Die Abschlussübung lässt uns wieder Satzanfänge beenden.
„Kreatives Schreiben fühlt sich an wie…“, sollen wir sinnlich resümieren.
„…wie schweben“, weiß ich für mich sofort.
„Es sieht aus wie…“
„…eine bunte Blumenwiese“, assoziieren gleich mehrere von uns.
„Und es riecht…“
„…wie ein warmer Sommertag“, beende ich meinen letzten Satz.
Ich breite die Flügel aus und fliege.
Als die gemeinsame Reise an diesem Donnerstag zu Ende geht, verabschieden wir uns selig lächelnd und in die Kamera winkend voneinander. Nach und nach verschwinden die Kacheln wieder von meinem Bildschirm, lösen sich auf wie sagenhafte Erscheinungen, die es nie wirklich gab. „Wie lange noch?“, seufze ich in die Stille, in die nun die Einsamkeit zurückkehrt, sich von hinten anschleicht und in den Raum vorrobbt – bereit mich jederzeit zu packen und neblig zu umfangen, wie die Novemberdunkelheit ihre trüben Tage.

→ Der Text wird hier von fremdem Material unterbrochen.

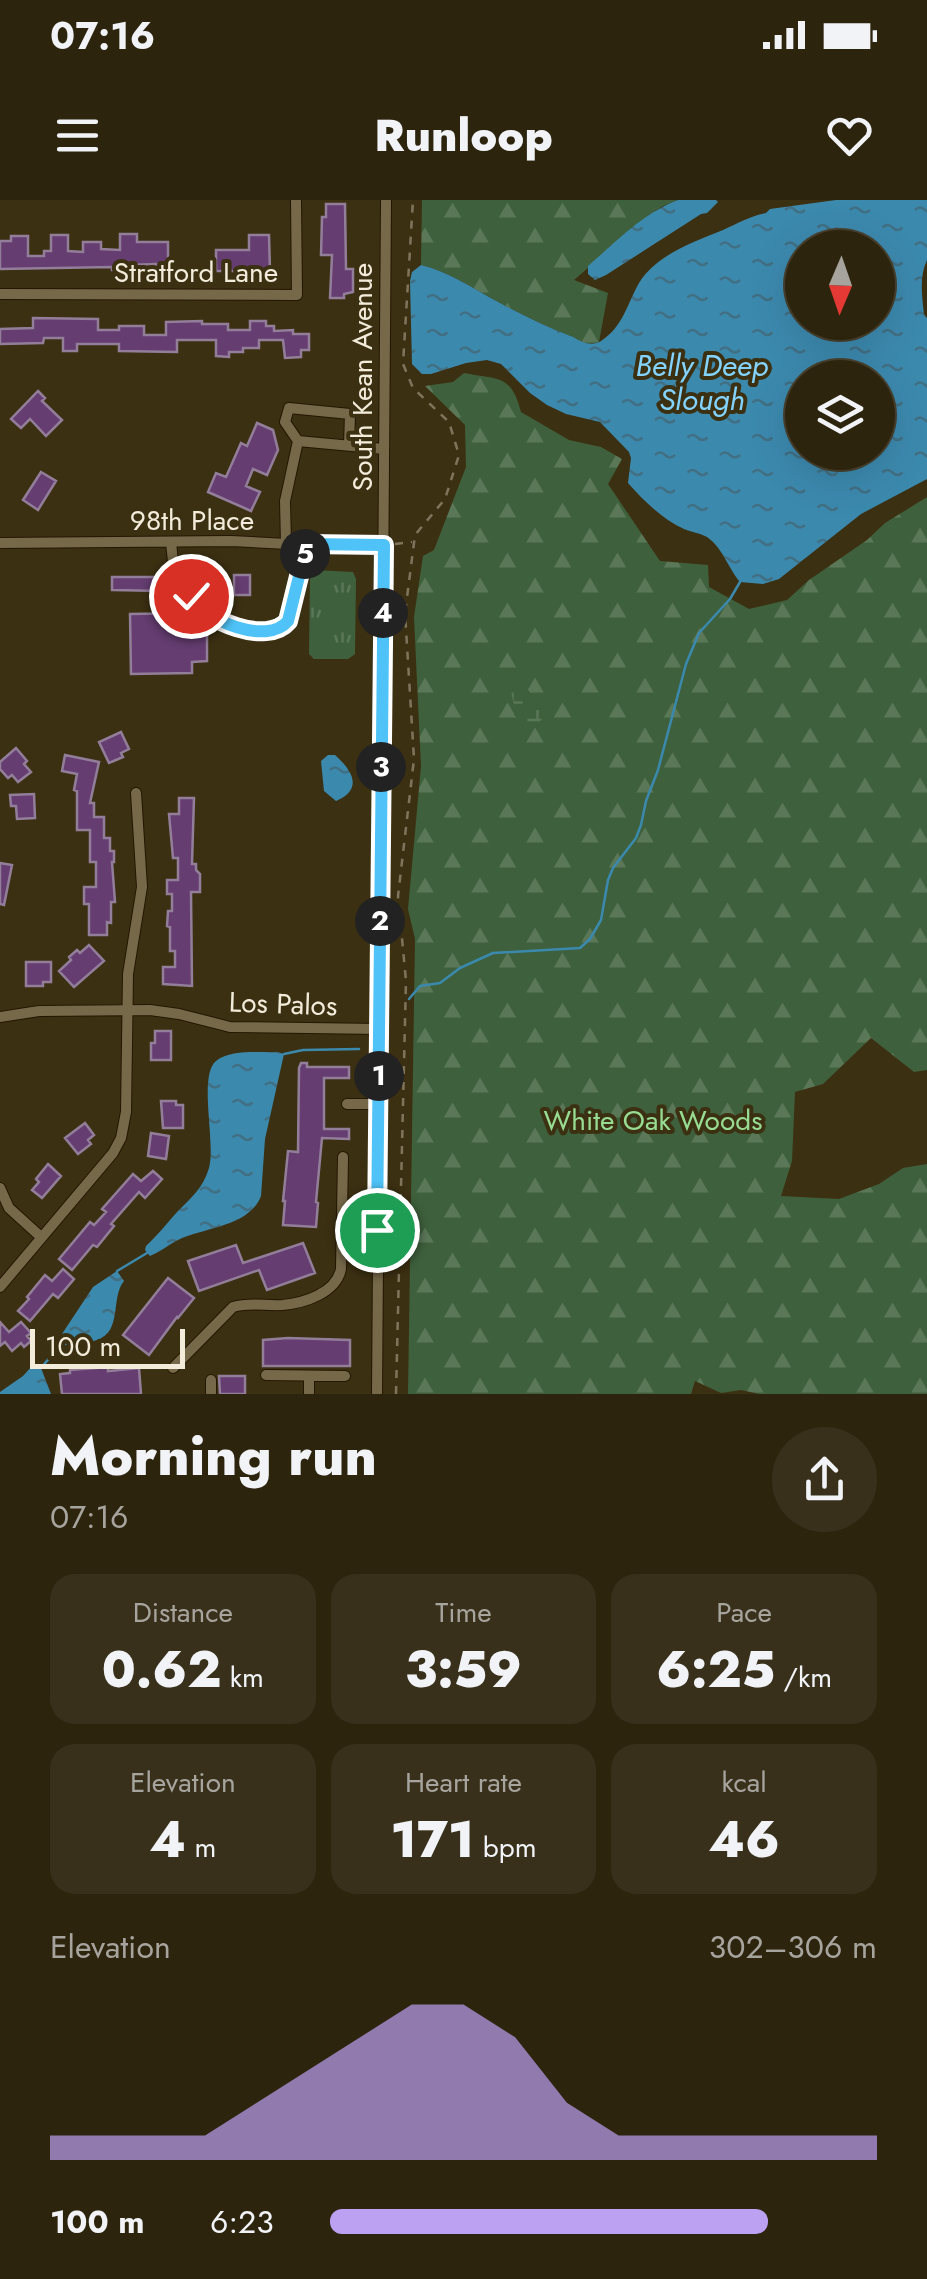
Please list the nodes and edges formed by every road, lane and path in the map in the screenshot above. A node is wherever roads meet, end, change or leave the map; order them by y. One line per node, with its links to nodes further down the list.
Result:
1 (296, 200): 4 (street, Stratford Lane)
2 (386, 200): 7 (street, South Kean Avenue)
3 (413, 200): 9 (path)
4 (0, 294)
5 (298, 441): 6 (street); 6 (street); 11 (street)
6 (349, 445): 7 (street)
7 (384, 448): 13 (street, South Kean Avenue)
8 (171, 542): 10 (street, 98th Place); 11 (street, 98th Place); 12 (street)
9 (414, 542): 13 (path); 34 (path)
10 (0, 543)
11 (286, 544): 12 (street, 98th Place)
12 (307, 544): 13 (street, 98th Place)
13 (384, 545): 17 (street, South Kean Avenue)
14 (136, 793): 15 (street)
15 (126, 1010): 16 (street, Los Palos); 17 (street, Los Palos); 24 (street)
16 (0, 1017)
17 (379, 1029): 19 (street, South Kean Avenue)
18 (347, 1104): 19 (street)
19 (379, 1104): 23 (street, South Kean Avenue)
20 (343, 1157): 22 (street)
21 (0, 1188): 24 (street)
22 (343, 1230): 23 (street); 26 (street)
23 (377, 1230): 33 (street, South Kean Avenue)
24 (41, 1237): 25 (street)
25 (0, 1288)
26 (173, 1368)
27 (266, 1375): 28 (street)
28 (309, 1376): 29 (street); 32 (street)
29 (345, 1376)
30 (211, 1380): 31 (street)
31 (211, 1394)
32 (309, 1394)
33 (376, 1394)
34 (396, 1394)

Vernunft. Verzicht. Geduld. Kreativität.
Ich atme tief ein und aus, und während ich meine Augen schließe, beginne ich zu träumen. In meinen Träumen bin ich ein Schmetterling. Entpuppt aus einer Raupe, entfaltet als buntes Wesen, welches leicht und frei durch die Lüfte schwebt, Ruhe findet auf wunderschönen, duftenden Blumen. Ich breite die Flügel aus und fliege.
Bis die Tage wieder heller werden.
Bis ich die Maske wieder abnehmen kann.
Bis wir uns endlich wiedersehen.
Unsere Autorin berichtet in ihrem Beitrag vom Online-Selbsthilfetreffen am 26. November 2020 bei Leben nach Krebs!, in dem Susanne Diehm und Dorothea Lüdke einen Schnupperkurs im gesundheitsfördernden kreativen Schreiben gegeben haben. Die beiden Schreib- und Kunsttherapeutinnen haben viel Erfahrung in der Begleitung von Krebspatient*innen. Susanne Diehm hat einen Master in Biografischem und Kreativem Schreiben und leitet seit 2017 eine Schreibgruppe für Krebsbetroffene und ihre Angehörigen an der Frauenklinik der Charité, die von Prof. Jalid Sehouli ins Leben gerufen wurde. Hierzu ist auch ein Begleitbuch „Mit Schreiben zu neuer Lebenskraft“ erschienen, das ebenfalls in Zusammenarbeit mit Prof. Sehouli entstanden ist. Eine Kostprobe mit Schreibanleitungen – kleinen „Schreibinaren“ – gibt es kostenfrei auf der Webseite der Deutschen Stiftung Eierstockkrebs. Die Stiftung unterstützt das bislang einzigartige Projekt, welches die Verantwortlichen im Rahmen einer Schreibtour an mehreren Unikliniken vorgestellt haben, um das „Berliner Konzept“ in die Welt zu tragen.